- Joseph P. Gone, PhD
- Nikki Crowe, BSW
- Melissa Walls, MA, PhD
Research Project Description
This research brings together three American Indian collaborators to engage Fond du Lac community members in identifying existing and untapped sources of local strengths for health promotion. For Fond du Lac and many other American Indian communities, recent losses fueled in part by the opioid epidemic are compounded by historical and childhood trauma experiences that represent important determinants of health inequities.
The research team will work with a local community advisory board to implement a mixed-methods study to determine existing and underutilized community and cultural assets. Findings will be shared through structured community feasts and forums to identify action steps to promote healing and wellness beyond formal, individualized clinical services already offered.

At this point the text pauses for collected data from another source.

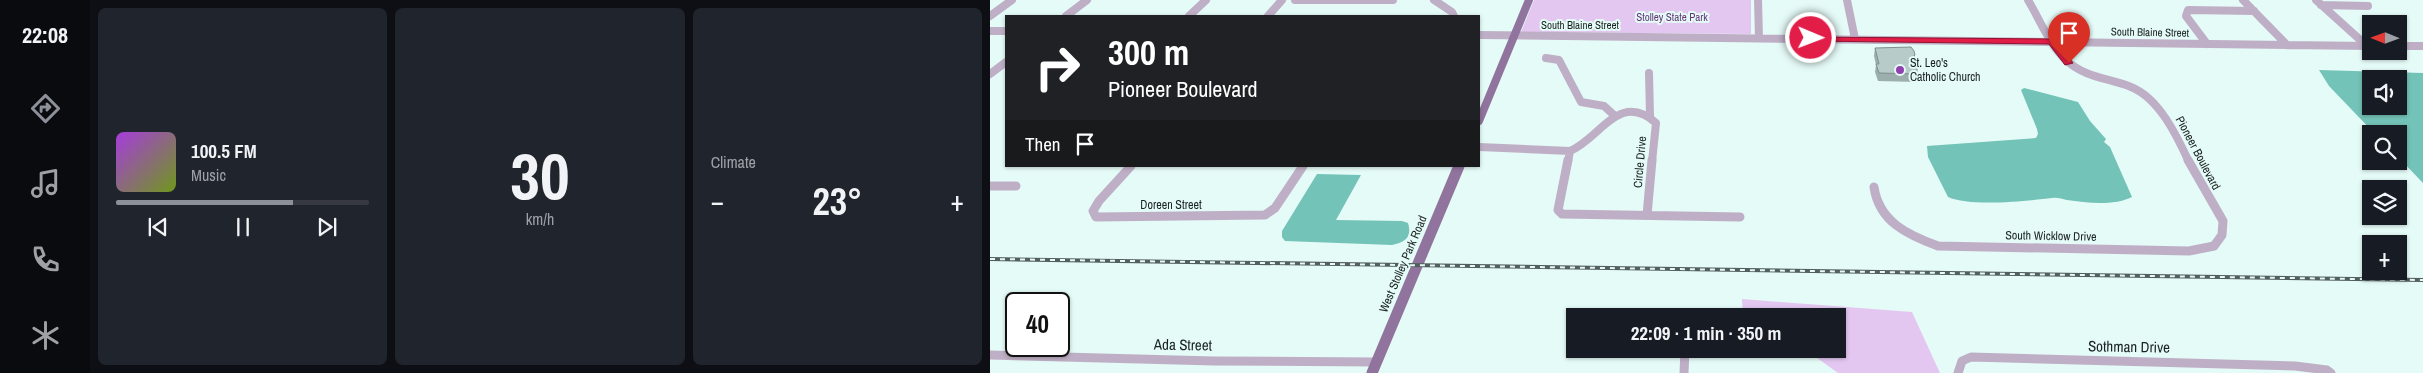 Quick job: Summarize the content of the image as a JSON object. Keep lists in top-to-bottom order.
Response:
{
  "streets": {
    "main road": ["West Stolley Park Road"],
    "street": [
      "South Blaine Street",
      "Pioneer Boulevard",
      "Circle Drive",
      "Doreen Street",
      "South Wicklow Drive",
      "Ada Street",
      "Sothman Drive"
    ]
  },
  "crossings": [
    ["South Blaine Street", "Pioneer Boulevard"],
    ["Pioneer Boulevard", "South Wicklow Drive"],
    ["West Stolley Park Road", "Ada Street"]
  ],
  "parks": ["Stolley State Park"],
  "places": ["St. Leo's Catholic Church"],
  "north": "left",
  "page": {
    "tabs": "22:08",
    "tile": [
      ["30", "km/h"],
      "Climate"
    ],
    "map_buttons": "+",
    "turn": ["300 m", "Pioneer Boulevard"],
    "then": "Then",
    "song": ["100.5 FM", "Music"],
    "heat": ["−", "23°", "+"],
    "limit": "40",
    "trip": "22:09 · 1 min · 350 m"
  }
} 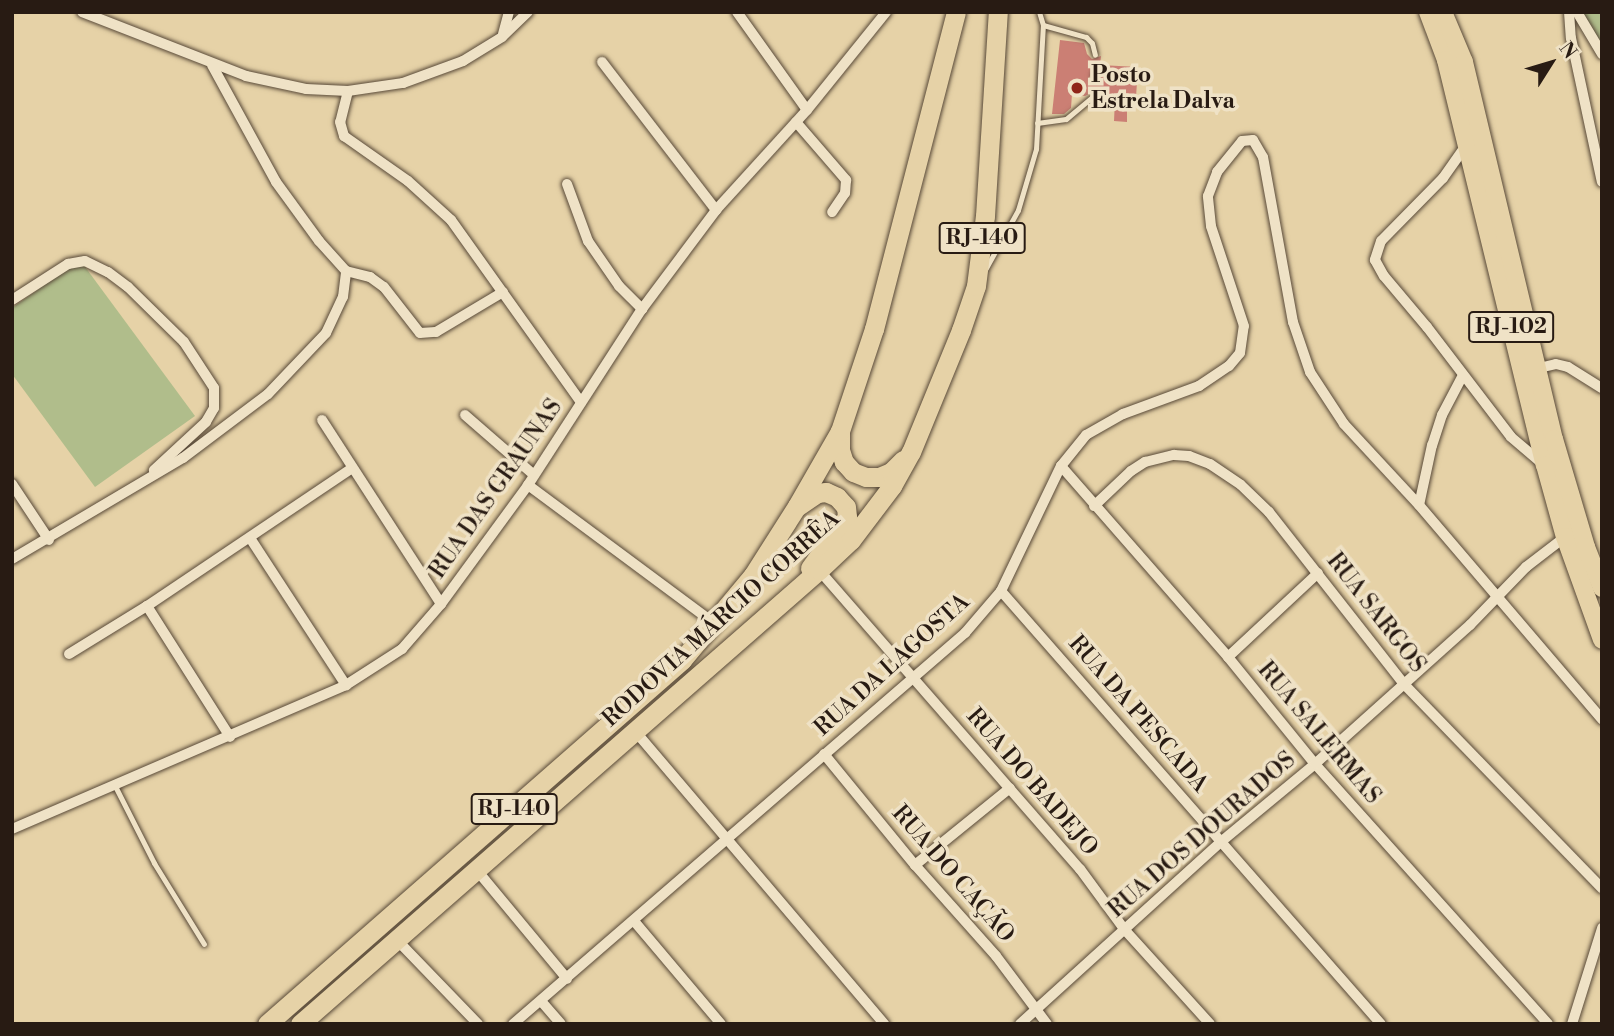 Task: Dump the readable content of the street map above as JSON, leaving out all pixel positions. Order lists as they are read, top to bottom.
{
  "streets": {
    "highway": ["RJ-140", "RODOVIA MÁRCIO CORRÊA"],
    "main road": ["RJ-102"],
    "street": [
      "RUA DAS GRAUNAS",
      "RUA SARGOS",
      "RUA DA LAGOSTA",
      "RUA DA PESCADA",
      "RUA SALERMAS",
      "RUA DO BADEJO",
      "RUA DOS DOURADOS",
      "RUA DO CAÇÃO"
    ]
  },
  "crossings": [
    ["RJ-102", "RUA DOS DOURADOS"],
    ["RUA SARGOS", "RUA SALERMAS"],
    ["RUA SARGOS", "RUA DOS DOURADOS"],
    ["RODOVIA MÁRCIO CORRÊA", "RUA DO BADEJO"],
    ["RUA DA LAGOSTA", "RUA DA PESCADA"],
    ["RUA DA LAGOSTA", "RUA SALERMAS"],
    ["RUA DA LAGOSTA", "RUA DO BADEJO"],
    ["RUA DA LAGOSTA", "RUA DO CAÇÃO"],
    ["RUA DA PESCADA", "RUA DOS DOURADOS"],
    ["RUA SALERMAS", "RUA DOS DOURADOS"],
    ["RUA DO BADEJO", "RUA DOS DOURADOS"],
    ["RUA DOS DOURADOS", "RUA DO CAÇÃO"]
  ],
  "places": ["Posto Estrela Dalva"],
  "north": "top right"
} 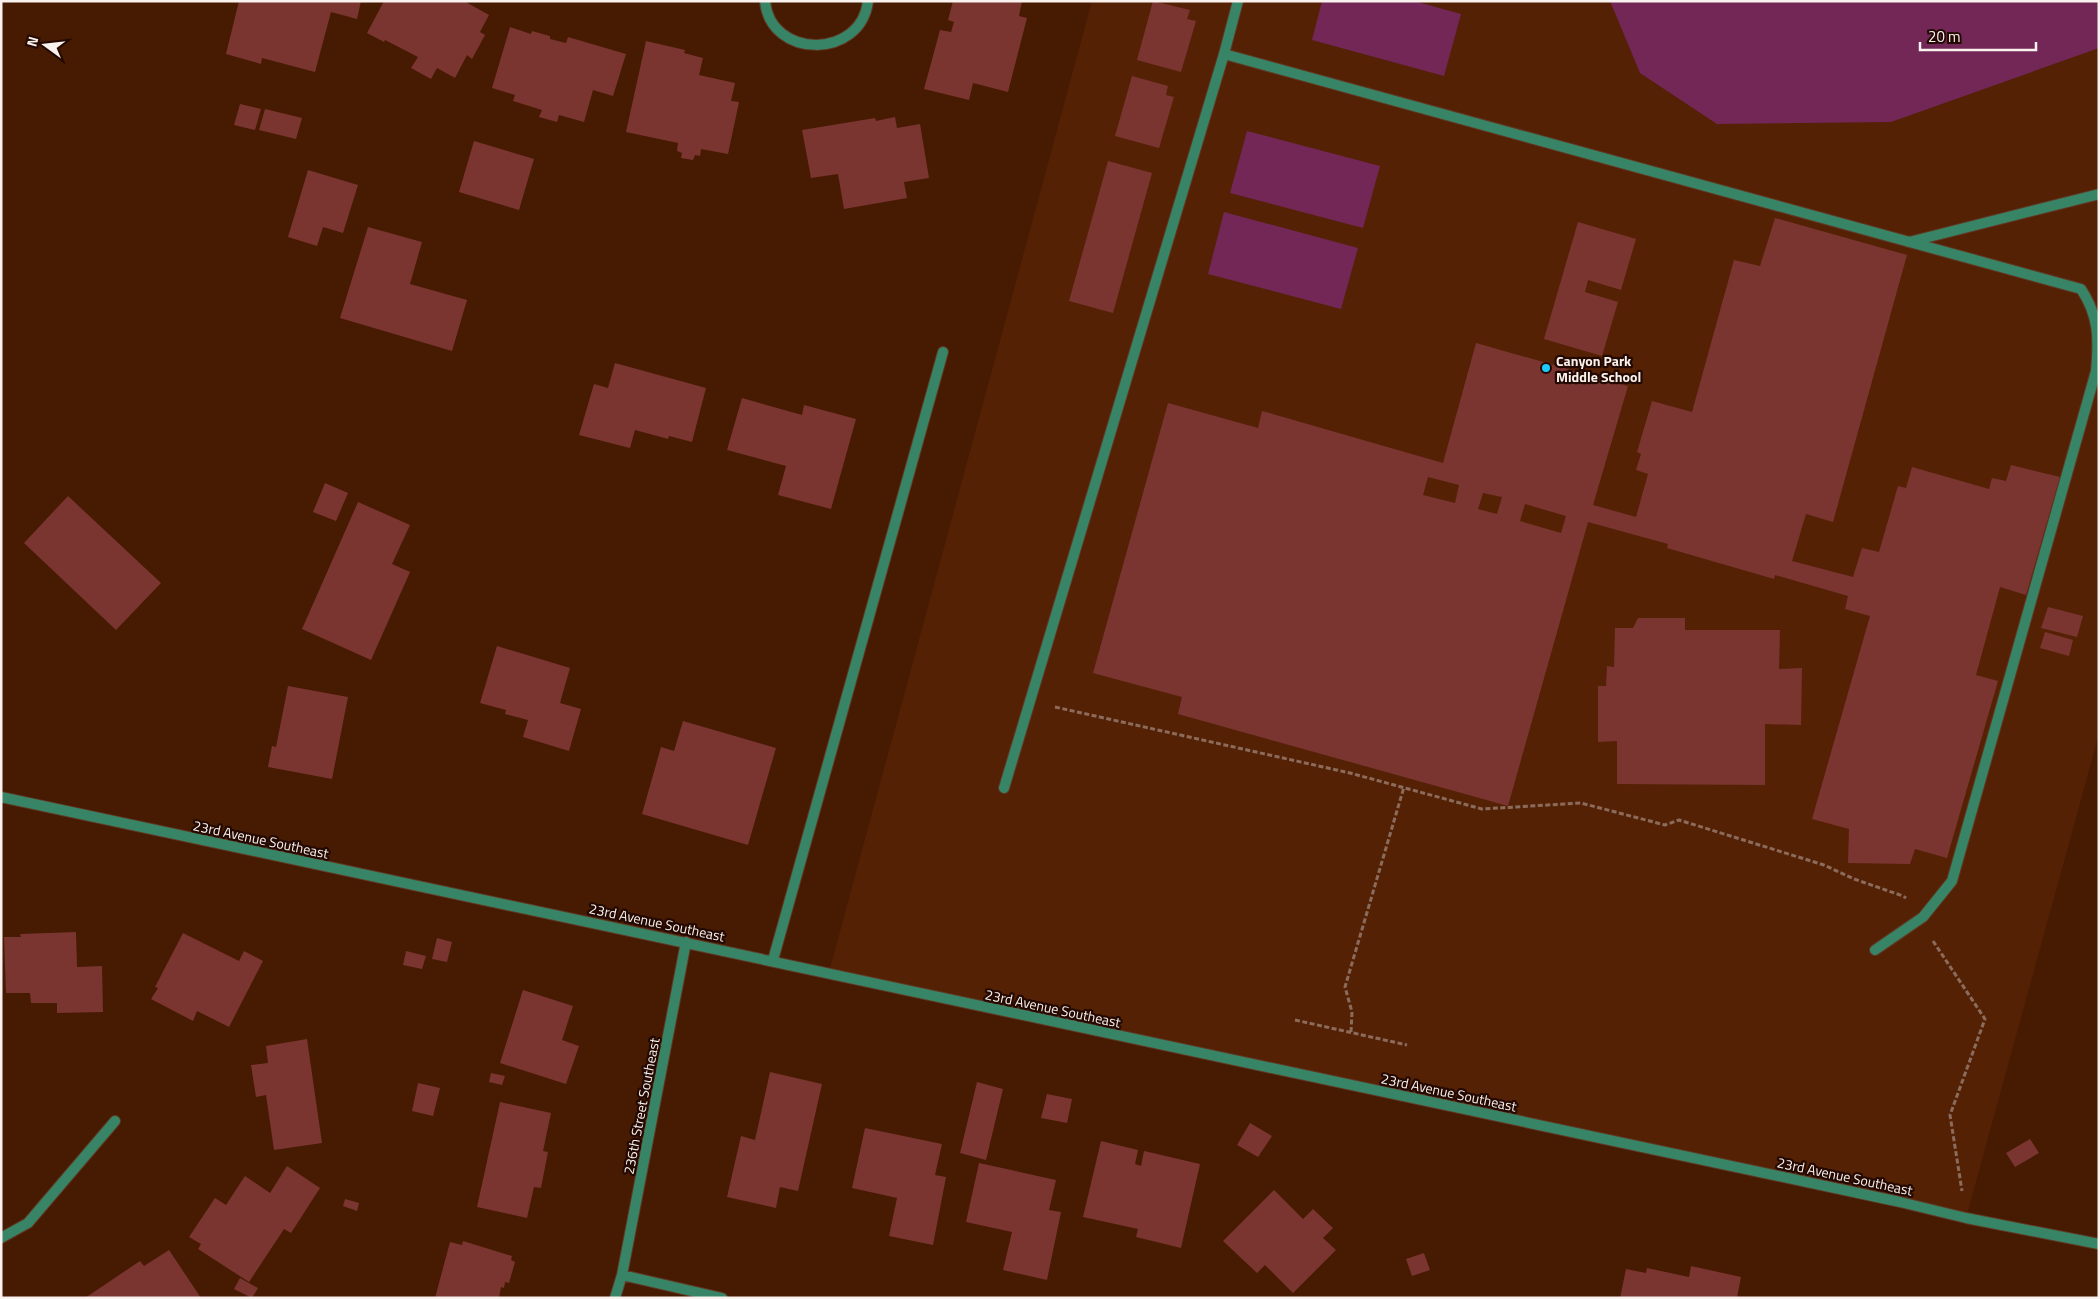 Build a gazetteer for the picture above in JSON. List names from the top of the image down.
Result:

A planned outcome is rapid impact on local policies and practices to facilitate reductions in suicide, drug (particularly opioid) overdose, and promote healing related to adverse childhood experiences.
Joseph P. Gone, PhD
Joseph Gone is a Professor of Anthropology and of Global Health and Social Medicine at Harvard University. He is a research psychologist who investigates the intersections of culture, wellbeing, and mental health services in Indigenous communities.
Nikki Crowe, BSW
Nikki Crowe is the Program Coordinator for the Fond du Lac Tribal and Community College Extension. She is passionate that her work responds to the needs of the community, which include creating programs and spreading awareness about Ojibwe culture and seasonal harvesting, food sovereignty, the rise in drug addiction and abuse, sexual assault and suicide.
Melissa Walls, MA, PhD
Melissa Walls is an Associate Professor at the University of Minnesota Medical School, Duluth campus. As a Sociologist, her research focuses on community-based participatory research with tribal communities and the social determinants of health.